The rapid success of his work lies not only in his artistic talent and exquisite craft, but overwhelmingly so in the powerful message that his work conveys. The central theme of his work is the human connection – or rather disconnection – to a vanishing natural world. He heightens our sense for aesthetics, innate love for proportion, color and the beauty of the natural world. On a deeper level, he touches our sense of belonging and ultimately asks the viewer the eternal question: ‘Where are we from, where will we go?’
The love and passion for the wilderness of the East African Coast, the world he explored as a child and adolescent, is tangible in all of his sculptures. His diverse and rich cultural heritage, being both African and European, enables him to effortlessly transcend geopolitical limitations. His work cannot be placed in a purely African nor European context, but challenges the idea of post-futurism.
Trzebinski uses no work drawings or sketches; he commences his journey from a smooth, even surface, maybe an adagio of sculpting until the allegro leaves but nothing of the initial model. Raw clay shapes, organic forms, and emotional rather than thoughtful sculpting by temperamental hands will take the work to its final crescendo and offers a view beneath the surface – a confrontation with the human evolution from a once harmonious co-existence with nature to complete isolation.
During the last two years, the artist focused on figurative work, combining perfectly sculpted anatomical detail, exposed muscular structures with elements of coral, shale or rock. Ortus seems to be a logical continuation of Trzebinski’s artistic journey where he descends deeper, explores the origin of matter, and begins to transcend form, embracing abstraction.
The artist compresses his philosophy and artistic ambition in a short statement:
‘My ambition for this body of work is that it will one day be displayed submerged in water. This has been a vision of mine for some time now, to take the sculpture out of the gallery space and place it in an environment that accepts it for what it is, giving significance in the context in which the viewer sees the art. Historically, mythological figures were once used to make sense of the nature in a way that personified it. I hope that I am doing the reverse in a way, by ‘naturefying’ the human form in sculpture, and that my work can spark fires of interest and curiosity so that people realize, acknowledge and appreciate man’s mystical connection to nature that has been lost in all but a handful of cultures today.’
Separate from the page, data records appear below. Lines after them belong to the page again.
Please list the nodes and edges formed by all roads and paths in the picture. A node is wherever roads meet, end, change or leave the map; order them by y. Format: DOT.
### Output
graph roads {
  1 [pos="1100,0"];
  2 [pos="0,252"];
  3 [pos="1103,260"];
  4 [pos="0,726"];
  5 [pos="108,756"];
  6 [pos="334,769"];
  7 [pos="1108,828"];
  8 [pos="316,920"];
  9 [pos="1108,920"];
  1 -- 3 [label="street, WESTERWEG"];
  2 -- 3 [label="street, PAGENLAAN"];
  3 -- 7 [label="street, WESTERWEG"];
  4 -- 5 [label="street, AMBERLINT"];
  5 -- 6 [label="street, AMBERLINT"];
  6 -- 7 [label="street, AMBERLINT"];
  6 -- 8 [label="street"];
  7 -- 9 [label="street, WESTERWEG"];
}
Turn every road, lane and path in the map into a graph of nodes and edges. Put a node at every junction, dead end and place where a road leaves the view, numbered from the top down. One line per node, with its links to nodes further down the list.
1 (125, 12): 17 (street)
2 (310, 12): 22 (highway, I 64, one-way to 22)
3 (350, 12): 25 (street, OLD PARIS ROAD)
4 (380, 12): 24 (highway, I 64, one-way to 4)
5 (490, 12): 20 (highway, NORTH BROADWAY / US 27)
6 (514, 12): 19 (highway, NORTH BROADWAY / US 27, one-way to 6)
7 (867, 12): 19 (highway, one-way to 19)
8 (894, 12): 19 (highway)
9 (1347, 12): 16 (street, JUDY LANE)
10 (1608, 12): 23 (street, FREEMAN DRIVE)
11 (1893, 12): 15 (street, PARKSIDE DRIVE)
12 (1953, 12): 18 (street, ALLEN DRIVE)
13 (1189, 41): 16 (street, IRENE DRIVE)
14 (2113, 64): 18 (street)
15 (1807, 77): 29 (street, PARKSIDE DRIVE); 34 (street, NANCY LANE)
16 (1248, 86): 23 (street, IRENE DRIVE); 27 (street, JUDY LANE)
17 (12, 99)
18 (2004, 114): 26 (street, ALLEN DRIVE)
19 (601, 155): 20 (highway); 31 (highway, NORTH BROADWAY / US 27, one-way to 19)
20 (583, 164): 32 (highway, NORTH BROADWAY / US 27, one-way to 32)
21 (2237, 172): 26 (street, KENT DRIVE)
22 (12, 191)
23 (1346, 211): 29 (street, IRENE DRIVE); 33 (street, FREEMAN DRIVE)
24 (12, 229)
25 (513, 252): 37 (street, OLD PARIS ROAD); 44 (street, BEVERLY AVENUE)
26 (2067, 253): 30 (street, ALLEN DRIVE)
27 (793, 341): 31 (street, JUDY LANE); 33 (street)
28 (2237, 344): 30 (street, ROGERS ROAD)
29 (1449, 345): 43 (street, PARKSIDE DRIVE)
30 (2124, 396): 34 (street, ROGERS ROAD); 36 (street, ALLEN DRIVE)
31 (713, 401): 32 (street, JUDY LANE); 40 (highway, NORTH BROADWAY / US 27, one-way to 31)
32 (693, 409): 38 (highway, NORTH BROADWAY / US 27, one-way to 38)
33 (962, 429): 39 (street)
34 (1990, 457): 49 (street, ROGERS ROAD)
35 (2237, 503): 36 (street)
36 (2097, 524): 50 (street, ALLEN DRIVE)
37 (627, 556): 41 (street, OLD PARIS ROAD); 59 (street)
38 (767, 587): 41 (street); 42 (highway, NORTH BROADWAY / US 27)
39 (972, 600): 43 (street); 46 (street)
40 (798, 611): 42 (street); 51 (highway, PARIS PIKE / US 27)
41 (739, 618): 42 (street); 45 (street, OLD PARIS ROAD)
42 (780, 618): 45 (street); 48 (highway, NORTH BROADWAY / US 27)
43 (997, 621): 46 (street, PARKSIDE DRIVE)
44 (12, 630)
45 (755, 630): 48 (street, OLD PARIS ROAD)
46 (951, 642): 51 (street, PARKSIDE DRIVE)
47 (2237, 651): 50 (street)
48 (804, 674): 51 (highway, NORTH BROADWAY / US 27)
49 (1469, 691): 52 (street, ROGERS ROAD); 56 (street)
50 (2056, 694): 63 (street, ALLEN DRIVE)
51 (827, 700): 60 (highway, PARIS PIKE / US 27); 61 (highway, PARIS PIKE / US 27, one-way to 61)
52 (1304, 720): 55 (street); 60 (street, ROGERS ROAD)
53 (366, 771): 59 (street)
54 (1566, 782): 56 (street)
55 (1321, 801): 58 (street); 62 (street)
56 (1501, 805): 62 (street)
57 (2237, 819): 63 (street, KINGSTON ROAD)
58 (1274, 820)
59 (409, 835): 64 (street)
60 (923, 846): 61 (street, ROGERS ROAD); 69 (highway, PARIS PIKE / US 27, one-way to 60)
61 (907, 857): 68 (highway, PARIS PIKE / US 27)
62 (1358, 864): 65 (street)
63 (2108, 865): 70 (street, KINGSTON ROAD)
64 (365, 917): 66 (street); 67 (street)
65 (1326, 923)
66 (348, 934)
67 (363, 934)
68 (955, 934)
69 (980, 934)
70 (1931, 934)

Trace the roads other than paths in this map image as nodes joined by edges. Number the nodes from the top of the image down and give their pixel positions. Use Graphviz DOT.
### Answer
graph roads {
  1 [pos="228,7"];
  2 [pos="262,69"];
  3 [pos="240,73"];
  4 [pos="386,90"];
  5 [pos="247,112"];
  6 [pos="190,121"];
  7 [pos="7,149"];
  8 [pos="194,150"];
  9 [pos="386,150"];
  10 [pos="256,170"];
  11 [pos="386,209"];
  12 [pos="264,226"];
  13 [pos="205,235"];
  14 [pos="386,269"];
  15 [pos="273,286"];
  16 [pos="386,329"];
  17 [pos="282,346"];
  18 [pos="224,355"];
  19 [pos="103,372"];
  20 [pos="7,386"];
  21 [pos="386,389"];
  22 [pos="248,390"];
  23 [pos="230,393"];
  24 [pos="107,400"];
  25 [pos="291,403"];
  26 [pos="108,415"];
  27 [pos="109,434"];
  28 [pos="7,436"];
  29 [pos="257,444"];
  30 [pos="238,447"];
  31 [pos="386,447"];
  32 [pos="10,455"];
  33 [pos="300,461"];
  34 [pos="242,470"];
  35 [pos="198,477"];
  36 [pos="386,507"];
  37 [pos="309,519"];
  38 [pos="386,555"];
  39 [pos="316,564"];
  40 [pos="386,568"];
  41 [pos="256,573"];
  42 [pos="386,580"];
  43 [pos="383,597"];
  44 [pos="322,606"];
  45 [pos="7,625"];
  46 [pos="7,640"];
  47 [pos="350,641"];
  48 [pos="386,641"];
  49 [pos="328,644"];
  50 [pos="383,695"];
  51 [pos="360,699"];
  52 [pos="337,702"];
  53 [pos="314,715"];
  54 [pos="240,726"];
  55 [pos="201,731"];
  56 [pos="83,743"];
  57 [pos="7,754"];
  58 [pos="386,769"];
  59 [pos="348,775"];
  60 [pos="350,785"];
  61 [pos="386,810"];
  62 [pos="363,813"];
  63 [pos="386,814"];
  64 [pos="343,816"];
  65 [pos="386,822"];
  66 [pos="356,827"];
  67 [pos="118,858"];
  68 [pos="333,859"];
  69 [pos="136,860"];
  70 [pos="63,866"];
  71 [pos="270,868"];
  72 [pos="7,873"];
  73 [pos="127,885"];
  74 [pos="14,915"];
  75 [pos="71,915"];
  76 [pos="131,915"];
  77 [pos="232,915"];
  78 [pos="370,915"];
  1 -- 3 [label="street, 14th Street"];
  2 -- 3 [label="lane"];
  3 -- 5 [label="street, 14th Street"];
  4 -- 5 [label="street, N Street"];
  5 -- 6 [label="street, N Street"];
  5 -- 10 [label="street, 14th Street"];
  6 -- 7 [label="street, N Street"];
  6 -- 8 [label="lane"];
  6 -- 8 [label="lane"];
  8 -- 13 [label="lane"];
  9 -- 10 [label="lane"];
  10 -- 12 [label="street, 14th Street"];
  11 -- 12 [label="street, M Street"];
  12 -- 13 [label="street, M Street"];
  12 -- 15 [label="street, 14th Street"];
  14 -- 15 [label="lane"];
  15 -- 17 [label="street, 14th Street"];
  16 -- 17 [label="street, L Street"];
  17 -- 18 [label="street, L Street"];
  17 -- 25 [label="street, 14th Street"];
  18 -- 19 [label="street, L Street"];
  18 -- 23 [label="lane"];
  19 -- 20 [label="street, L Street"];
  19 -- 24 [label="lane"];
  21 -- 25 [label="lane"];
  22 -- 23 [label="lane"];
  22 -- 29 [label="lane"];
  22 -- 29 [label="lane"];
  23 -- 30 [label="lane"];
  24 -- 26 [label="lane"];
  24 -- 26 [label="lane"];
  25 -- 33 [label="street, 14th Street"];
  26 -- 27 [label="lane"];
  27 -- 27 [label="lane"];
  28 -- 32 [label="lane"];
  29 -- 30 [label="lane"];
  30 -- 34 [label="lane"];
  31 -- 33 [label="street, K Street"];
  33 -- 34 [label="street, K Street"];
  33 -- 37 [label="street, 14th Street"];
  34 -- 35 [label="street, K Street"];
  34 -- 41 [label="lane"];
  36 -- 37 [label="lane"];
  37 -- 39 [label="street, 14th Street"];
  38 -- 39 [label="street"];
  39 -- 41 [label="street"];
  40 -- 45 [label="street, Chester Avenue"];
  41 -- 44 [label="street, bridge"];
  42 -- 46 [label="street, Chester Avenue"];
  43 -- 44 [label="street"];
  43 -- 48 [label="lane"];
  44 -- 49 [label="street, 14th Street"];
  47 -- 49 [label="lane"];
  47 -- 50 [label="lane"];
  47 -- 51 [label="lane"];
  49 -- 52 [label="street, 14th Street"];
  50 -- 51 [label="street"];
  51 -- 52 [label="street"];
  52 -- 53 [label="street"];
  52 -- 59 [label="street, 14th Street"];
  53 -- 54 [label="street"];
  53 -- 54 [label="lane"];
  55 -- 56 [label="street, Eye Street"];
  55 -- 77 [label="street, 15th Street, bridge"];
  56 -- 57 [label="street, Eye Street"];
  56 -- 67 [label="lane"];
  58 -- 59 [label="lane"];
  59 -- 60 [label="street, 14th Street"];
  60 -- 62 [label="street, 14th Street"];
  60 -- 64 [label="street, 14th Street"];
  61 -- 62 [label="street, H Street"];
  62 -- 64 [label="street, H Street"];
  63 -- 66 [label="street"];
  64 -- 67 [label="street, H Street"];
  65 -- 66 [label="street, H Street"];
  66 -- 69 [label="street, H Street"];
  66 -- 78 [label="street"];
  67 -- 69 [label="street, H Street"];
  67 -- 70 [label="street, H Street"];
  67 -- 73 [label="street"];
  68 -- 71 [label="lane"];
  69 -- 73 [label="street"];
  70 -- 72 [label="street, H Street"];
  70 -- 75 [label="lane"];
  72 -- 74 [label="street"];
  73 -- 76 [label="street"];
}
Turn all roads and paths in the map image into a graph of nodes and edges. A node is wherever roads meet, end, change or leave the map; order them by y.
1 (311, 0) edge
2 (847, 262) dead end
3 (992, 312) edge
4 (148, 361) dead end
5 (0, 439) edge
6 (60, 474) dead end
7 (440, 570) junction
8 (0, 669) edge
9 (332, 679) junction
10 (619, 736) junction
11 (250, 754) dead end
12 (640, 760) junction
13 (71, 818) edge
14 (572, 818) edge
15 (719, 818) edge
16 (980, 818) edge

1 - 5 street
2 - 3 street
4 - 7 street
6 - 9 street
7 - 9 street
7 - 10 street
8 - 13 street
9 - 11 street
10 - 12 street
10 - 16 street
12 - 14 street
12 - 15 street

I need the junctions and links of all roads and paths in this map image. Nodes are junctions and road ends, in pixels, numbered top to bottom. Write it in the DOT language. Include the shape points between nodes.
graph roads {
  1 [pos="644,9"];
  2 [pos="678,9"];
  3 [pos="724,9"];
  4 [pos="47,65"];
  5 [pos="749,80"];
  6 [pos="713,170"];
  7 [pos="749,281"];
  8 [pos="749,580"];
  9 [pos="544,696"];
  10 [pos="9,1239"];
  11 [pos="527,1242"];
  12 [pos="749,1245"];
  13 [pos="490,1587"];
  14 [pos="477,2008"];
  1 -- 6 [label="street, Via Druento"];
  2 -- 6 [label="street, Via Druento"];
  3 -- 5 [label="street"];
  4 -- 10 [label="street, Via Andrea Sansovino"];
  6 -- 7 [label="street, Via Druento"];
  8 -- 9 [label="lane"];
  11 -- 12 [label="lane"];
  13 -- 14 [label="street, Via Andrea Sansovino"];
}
Particularly after this statement it becomes quite obvious that he would only enjoy a short stint at the Pratt Institute, Brooklyn. He studied sculpture in New York from 2011 to 2012 but the artist found it too hard to swap the jungles of Africa for this metropolis.
Stanislaw Trzebinski returned to the African continent and has called the beautiful city of Cape Town home since 2012. He undertook an apprenticeship in bronze sculpting and casting at the Bronze Age Foundry in Woodstock, Cape Town until he established his private studio in Woodstock in 2016.